The Three Gorges Dam has become the most influential hydropower project in the world, constructed at a total cost of $25 billion. Producing over 20,000 megawatts of clean and cheap electric power, the dam, supplies enough power to sustain the Chinese economy.

Spanning the Yangtze river, over 30 large turbine generators create a continual source of sufficient power to ensure the economy’s longevity. Although the construction has proved highly controversial, the dam is not only a tourist spot, but has contributed to the reduction of greenhouses gases and large number of floods which previously decimated the region, which had created long-term damages to homes, businesses and the economy.

Originally conceived by President of the Republic of China Sun Yat-Sen back in 1919, the concrete and steel dam reaches heights of 180 metres (around 60 storeys) and spans 2km. The area contains the dam, two ship locks to support freight traffic, in addition to a ship lift, all of which support the movement of over 18 million tonnes of freight per year.

A 17-year project

Lasting 17 years, with over 40,000 workers undertaking the dam’s construction, the Three Gorges Dam is a fantastic feat of modern construction and engineering.

The Yangtze river is one of the largest rivers in the world, with engineers having to tackle several complex issues in order to begin construction work. The erection of stone cofferdams allowed engineers to block off parts of the river in order to undertake initial works and build the first sections of the dam. However, a section was left available for the river to continue to flow freely. These works then enabled engineers to construct a concrete cofferdam on top of several tonnes of earth, placed into the dry riverbed. Once construction of the dam was completed, the cofferdams were removed to allow water to reach the turbines built within the dam.

Thirty-two turbines have been embedded within the dam’s construction, with 34 generators weighing approximately 6,000 tonnes each, producing clean, renewable energy. Each turbine has the capacity of 700MW, making the dam the largest hydroelectric power station worldwide. Water is directed down concrete tubes leading to the generators, enabling the turbines to spin and link to the generators, creating electricity. Dr Robin Charlwood, a Civil Engineer who worked on the project said: “This project sets a new benchmark in the hydroelectric industry. It’s only the first of a whole series of mega dams that are under construction in China.”

Strong foundations

Built with approximately 28 million cubic metres of concrete, the construction is phenomenal. However, to ensure the dam’s foundations do not deteriorate, spillway gates have been installed, alongside concrete shoots which hurl the water over 100 metres downstream, eradicating any potential flaws.
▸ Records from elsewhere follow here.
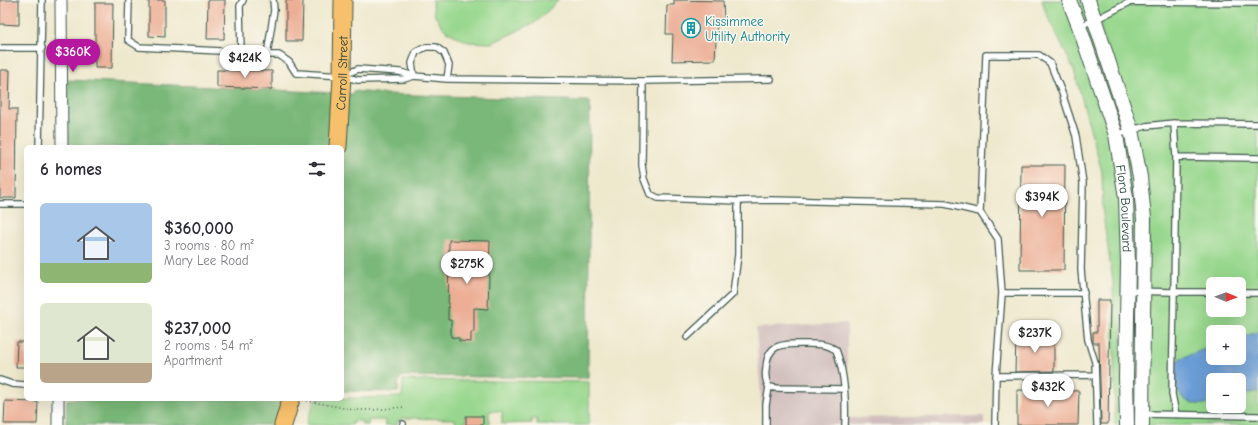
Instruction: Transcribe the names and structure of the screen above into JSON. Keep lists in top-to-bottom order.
{
  "streets": {
    "main road": ["Carroll Street"],
    "street": ["Flora Boulevard"]
  },
  "places": {
    "building": ["Kissimmee Utility Authority"]
  },
  "north": "right",
  "page": {
    "price": [
      "$360K",
      "$424K",
      "$394K",
      "$275K",
      "$237K",
      "$432K"
    ],
    "heading": "6 homes",
    "list": [
      {
        "name": "$360,000",
        "note": "3 rooms · 80 m² · Mary Lee Road"
      },
      {
        "name": "$237,000",
        "note": "2 rooms · 54 m² · Apartment"
      }
    ],
    "map_buttons": ["+", "−"]
  }
}
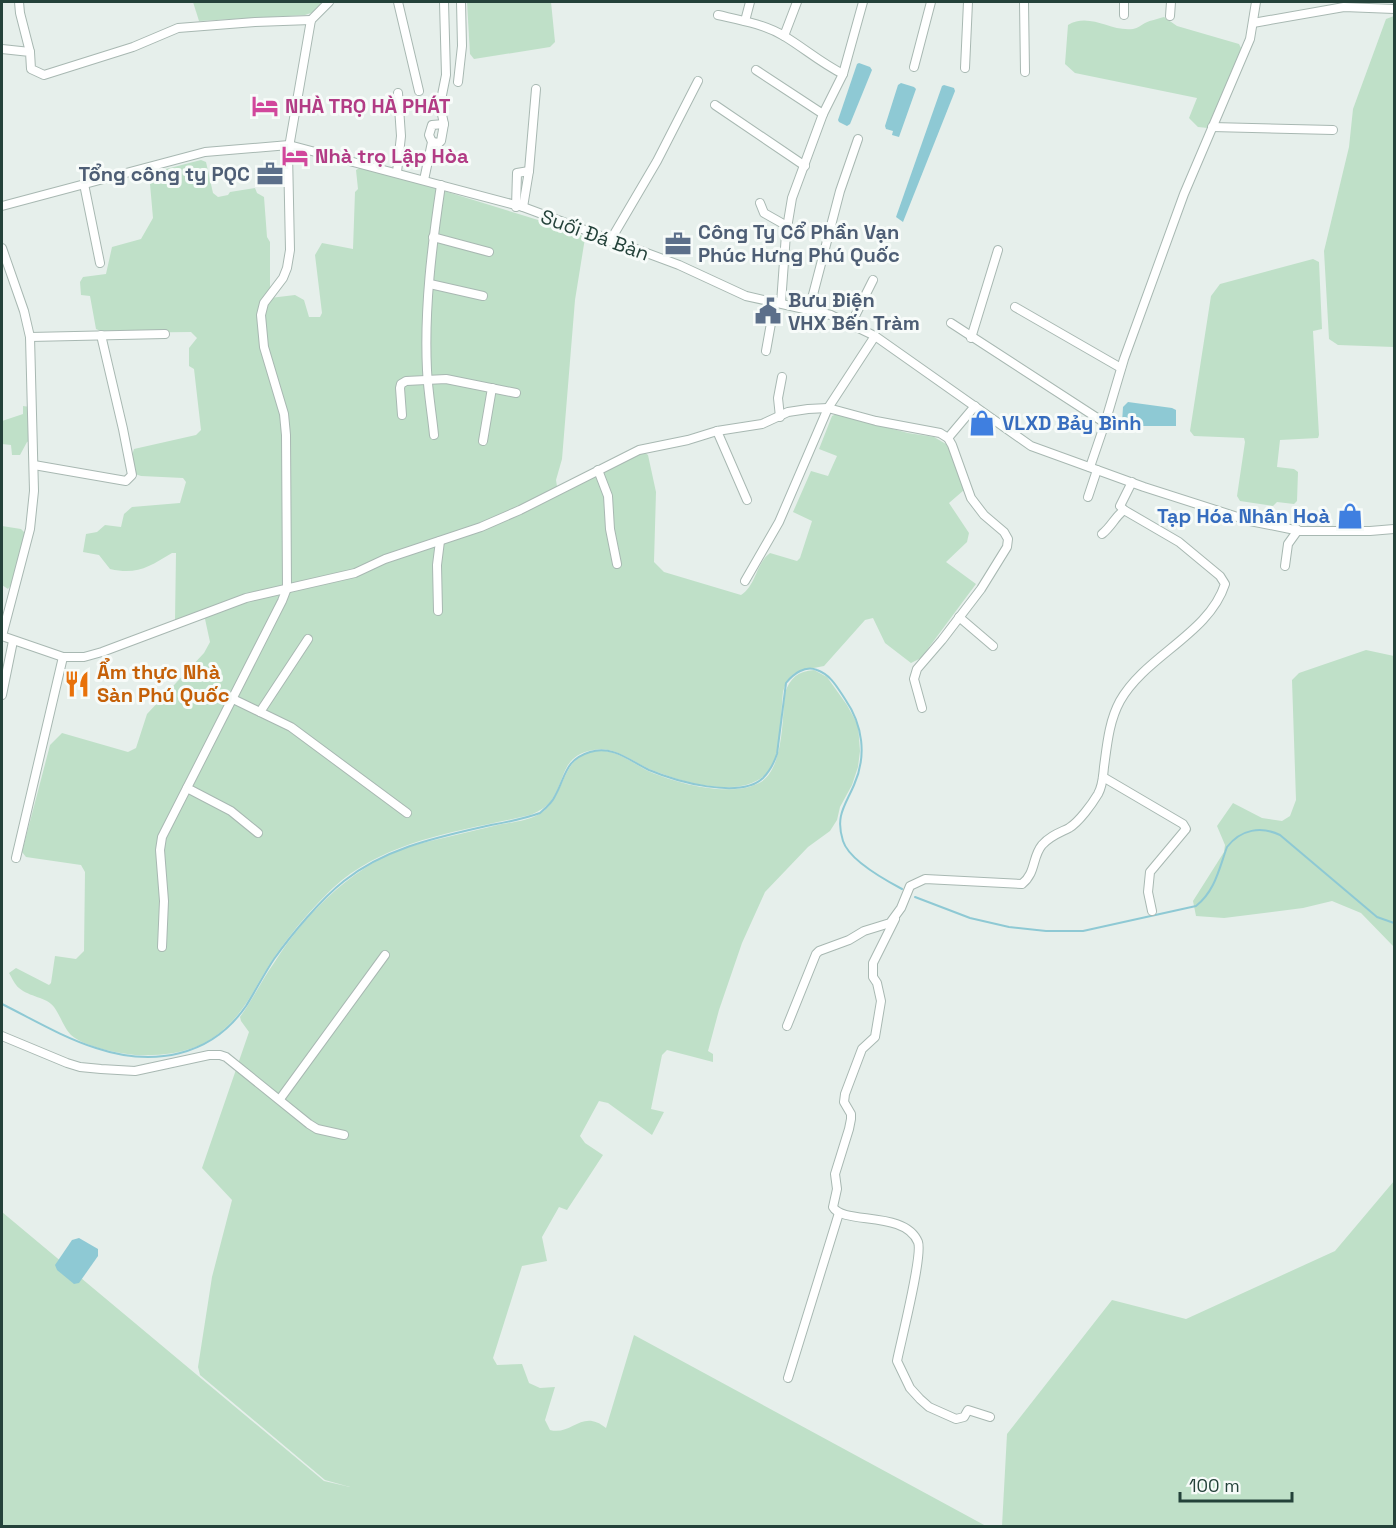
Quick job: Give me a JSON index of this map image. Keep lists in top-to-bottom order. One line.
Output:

The construction of the dam has not only minimised the risk of flooding by releasing the water through a contained and controlled process, but also enabled economic growth. It receives over 150 freight ships per day over the Yangtze river - the biggest ship locks in the world were constructed here in order to cater for the predicted 100 million tonnes which will cross the river annually. As ships become enclosed by staircases and inner gate locks within the two different ship locks, water lifts the ships either upwards or downwards through five tiers in around four hours. Through these ship locks, freight capacity has increased significantly, in addition to the reduction of shipping by 20 percent, therefore increasing its economic and environmental appeal.
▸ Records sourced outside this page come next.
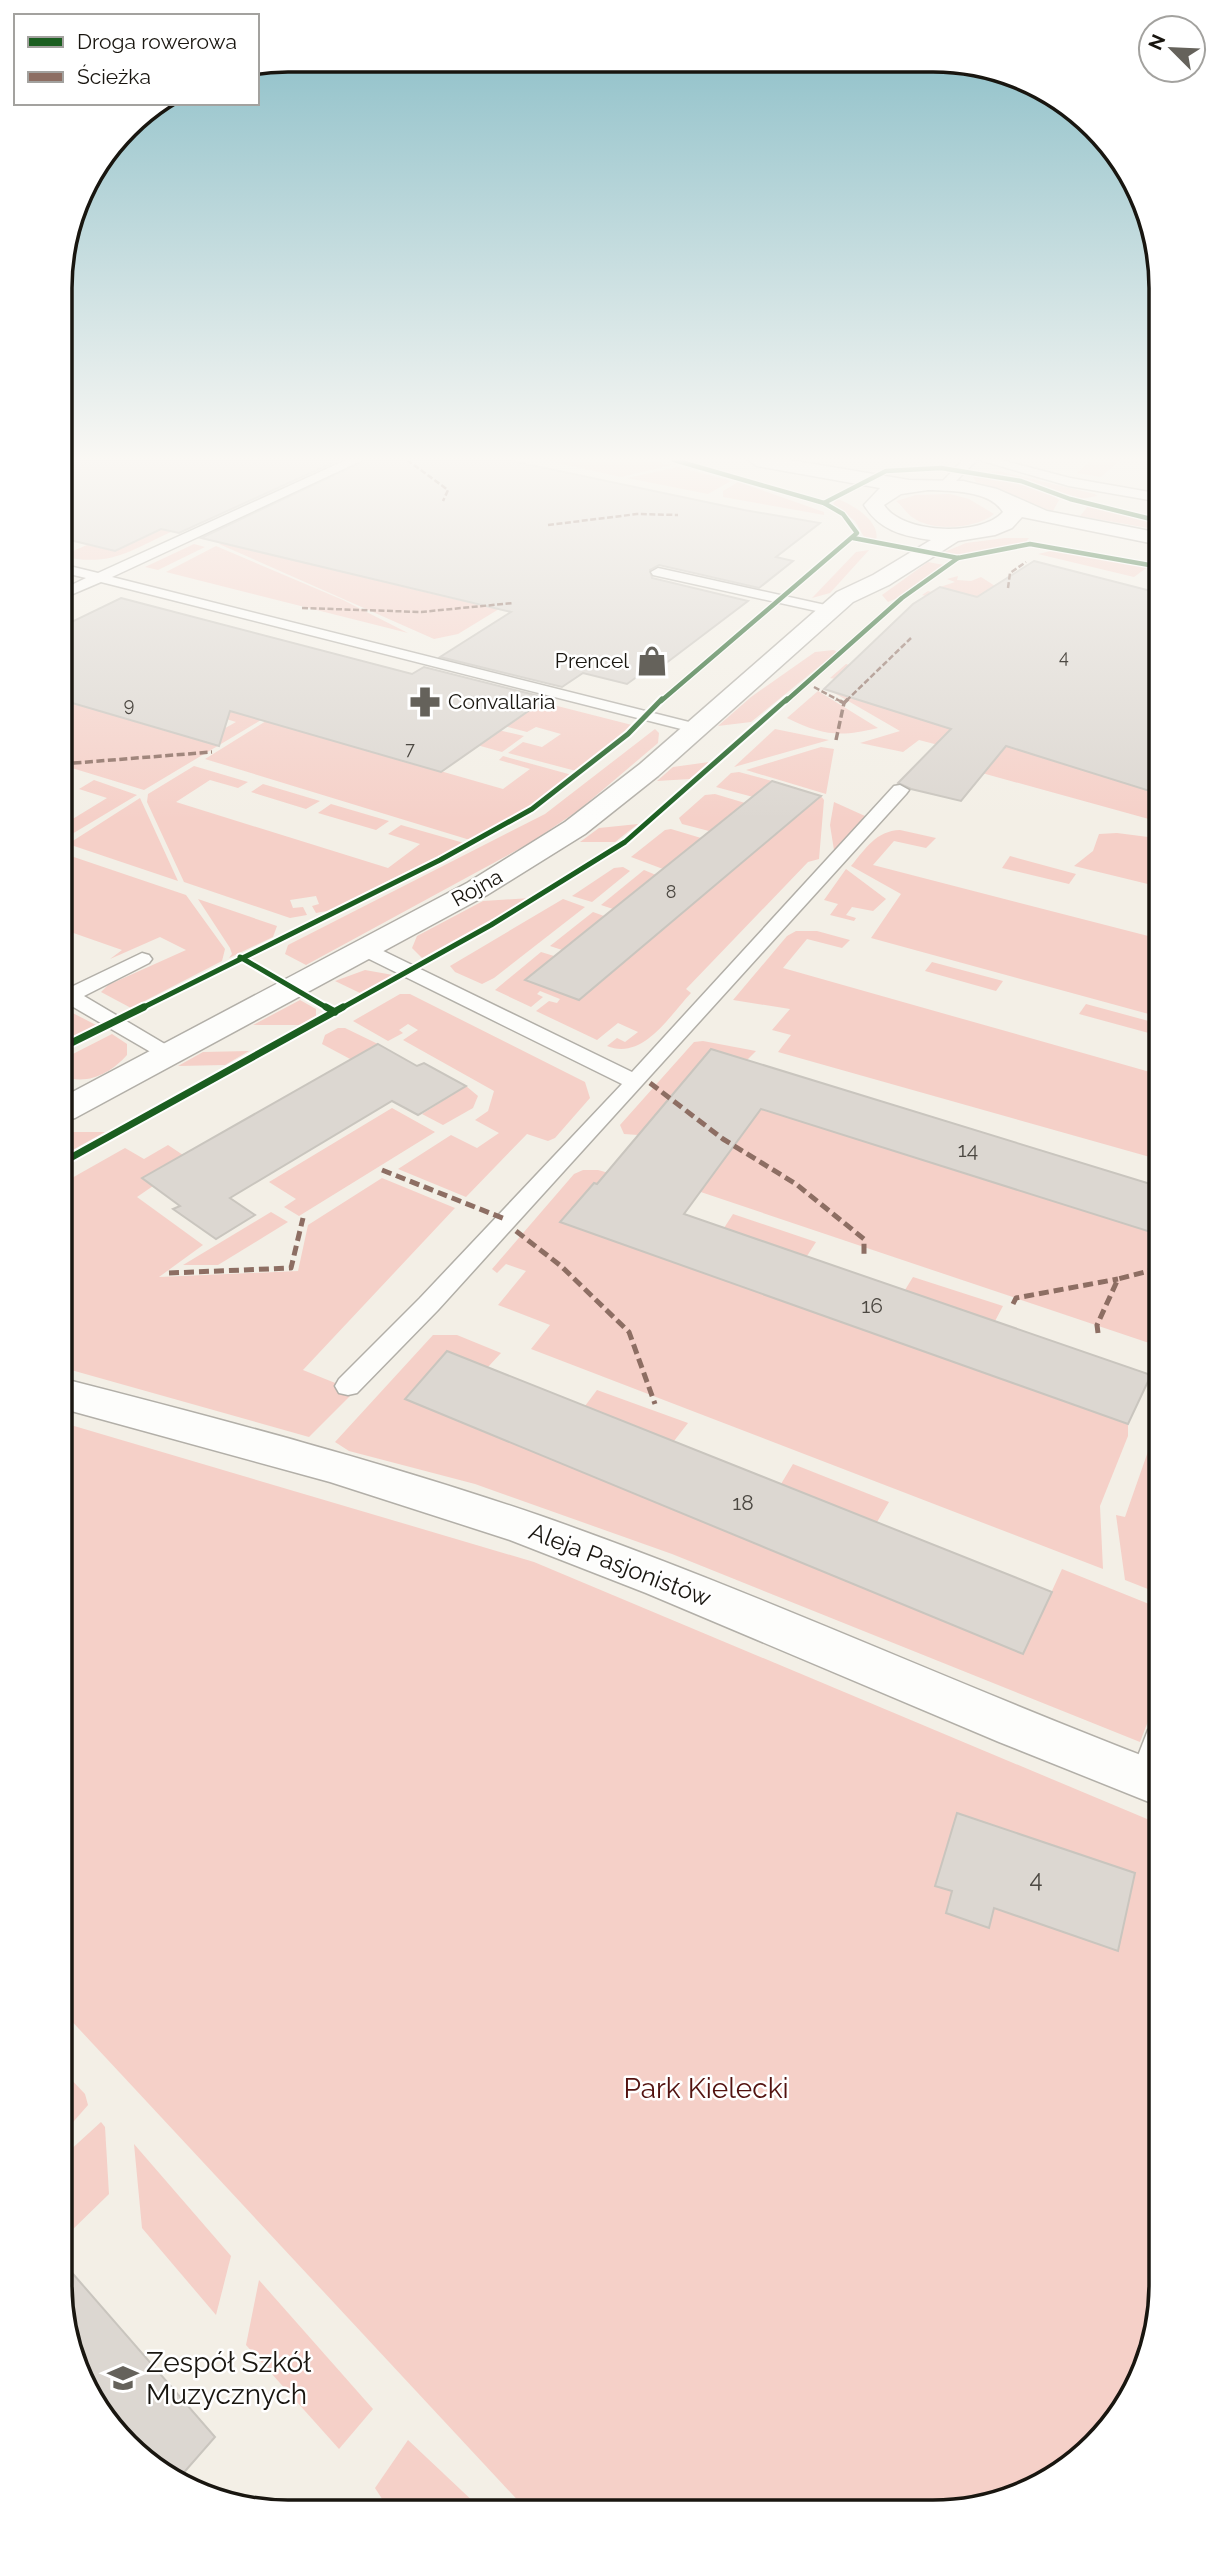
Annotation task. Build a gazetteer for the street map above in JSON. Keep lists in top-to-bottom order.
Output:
{
  "streets": {
    "street": ["Rojna", "Aleja Pasjonistów"]
  },
  "parks": ["Park Kielecki"],
  "places": {
    "shop": ["Prencel"],
    "pharmacy": ["Convallaria"],
    "school or university": ["Zespół Szkół Muzycznych"]
  },
  "house_numbers": [
    "4",
    "9",
    "7",
    "8",
    "14",
    "16",
    "18",
    "4"
  ],
  "legend": ["Droga rowerowa", "Ścieżka"],
  "north": "top left"
}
For passenger boats, however, the time taken to reach the top is minimised through the use of a ship lift, which acts as an elevator to allow boats to reach the top in just under 40 minutes. The structure is an impressive 113 metres high and can support vessels weighing up to 3,000 tonnes. It incorporates a helical gear system, where counter weights within the concrete walls help elevate the ships, in addition to over a thousand concrete blocks which are connected by cables. 


Despite the need for the dam’s construction, concerns have been raised throughout the process surrounding the environmental aspects of the dam and the long term-complexities it has created.
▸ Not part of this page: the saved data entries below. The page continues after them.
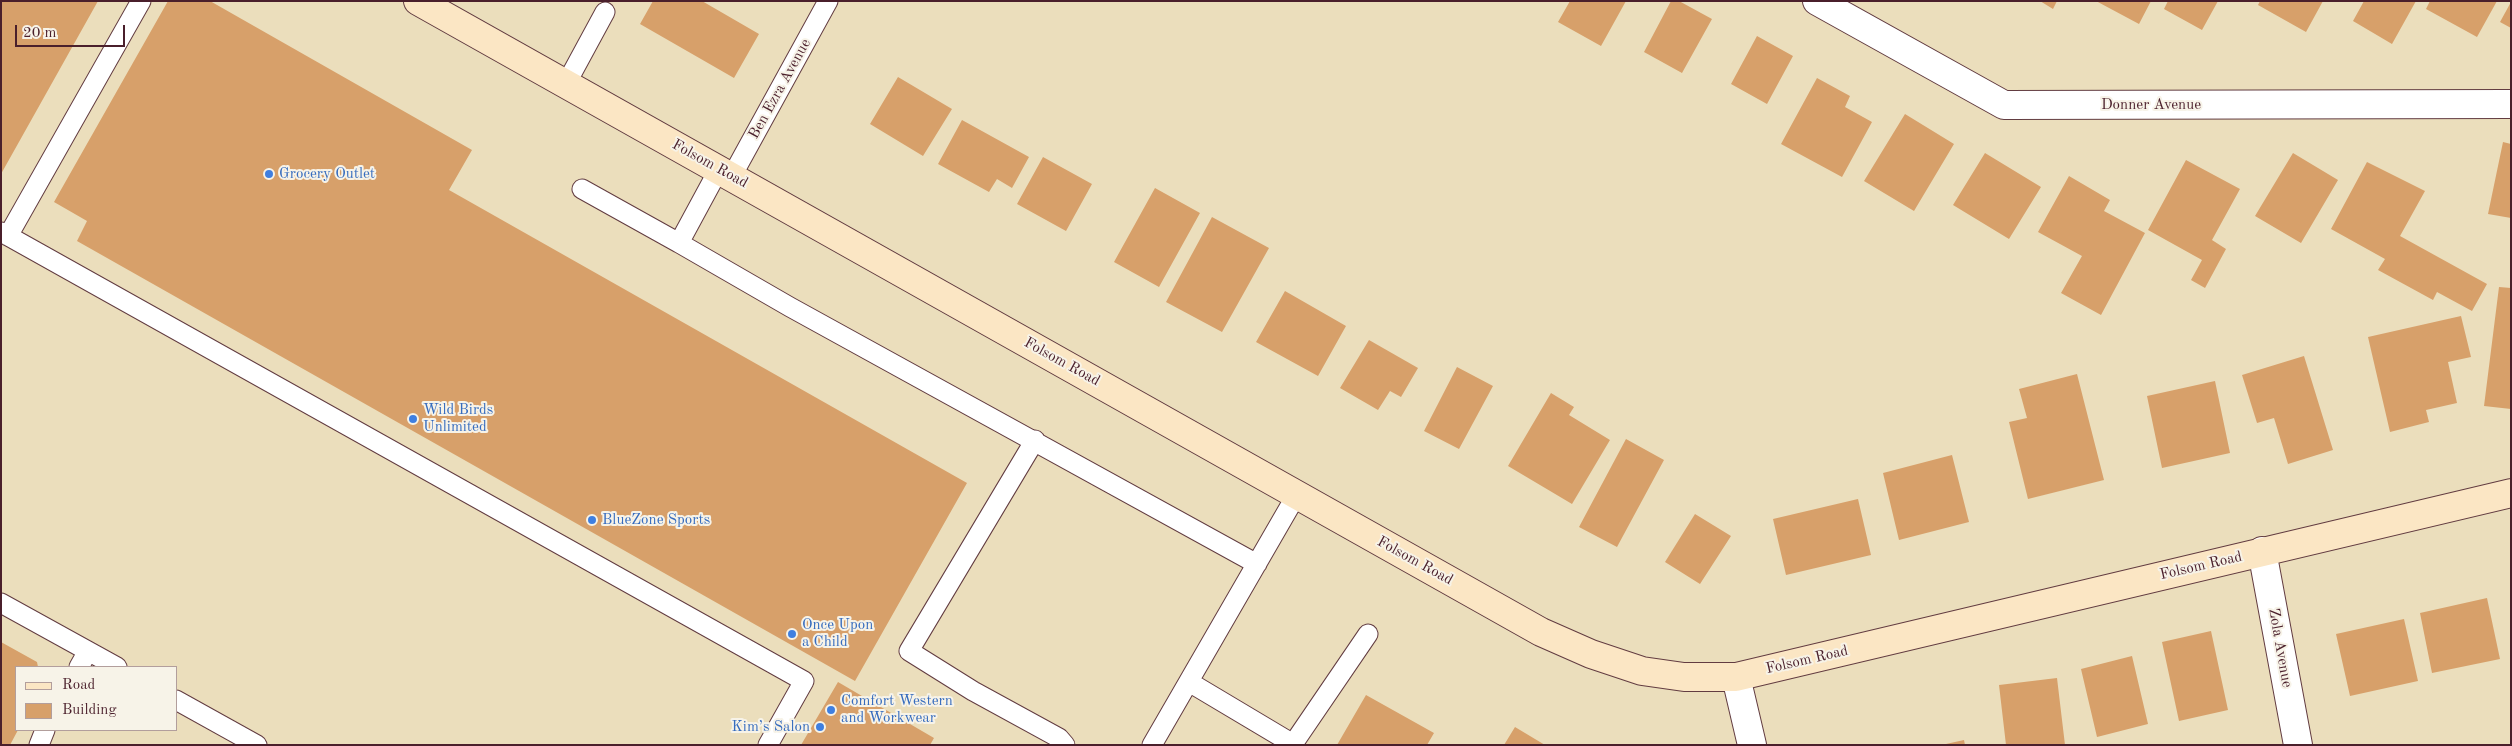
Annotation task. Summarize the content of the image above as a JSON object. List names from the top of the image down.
{
  "streets": {
    "street": ["Donner Avenue", "Folsom Road", "Zola Avenue"],
    "lane": ["Ben Ezra Avenue"]
  },
  "crossings": [
    ["Ben Ezra Avenue", "Folsom Road"],
    ["Folsom Road", "Zola Avenue"]
  ],
  "places": [
    "Grocery Outlet",
    "Wild Birds Unlimited",
    "BlueZone Sports",
    "Once Upon a Child",
    "Comfort Western and Workwear",
    "Kim’s Salon"
  ],
  "legend": ["Road", "Building"],
  "scale_bar": "20 m"
}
Although it provides countless advantages, over 100,000 Chinese citizens had to be relocated as a result of the construction, and over five million tonnes of silt and sediment become trapped at the bottom of the reservoir every year. To counteract this threat to the dam and its functionality, engineers have inbuilt sluice gates which are situated inside the dam. Each gate weighs as much as a bus, which are supported through the use of hydraulic pistons. When the gates are opened, the trapped floodwater moves the sediment through the dam, minimising this risk.

Other areas of concern are the long-term consequences to aquatic life and food supply within China. The dam will disrupt the process of aeration in order for aquatic life and plants to thrive, creating a significant problem. In addition, there has been a need to relocate areas of food production, such as grains, which might not be able to be grown in less abundant soil. However, since its construction, the dam has stored approximately 39 billion cubic metres of water and supplied over 10 cubic kilometres of water to nearby cities and agricultural areas to support ongoing growth.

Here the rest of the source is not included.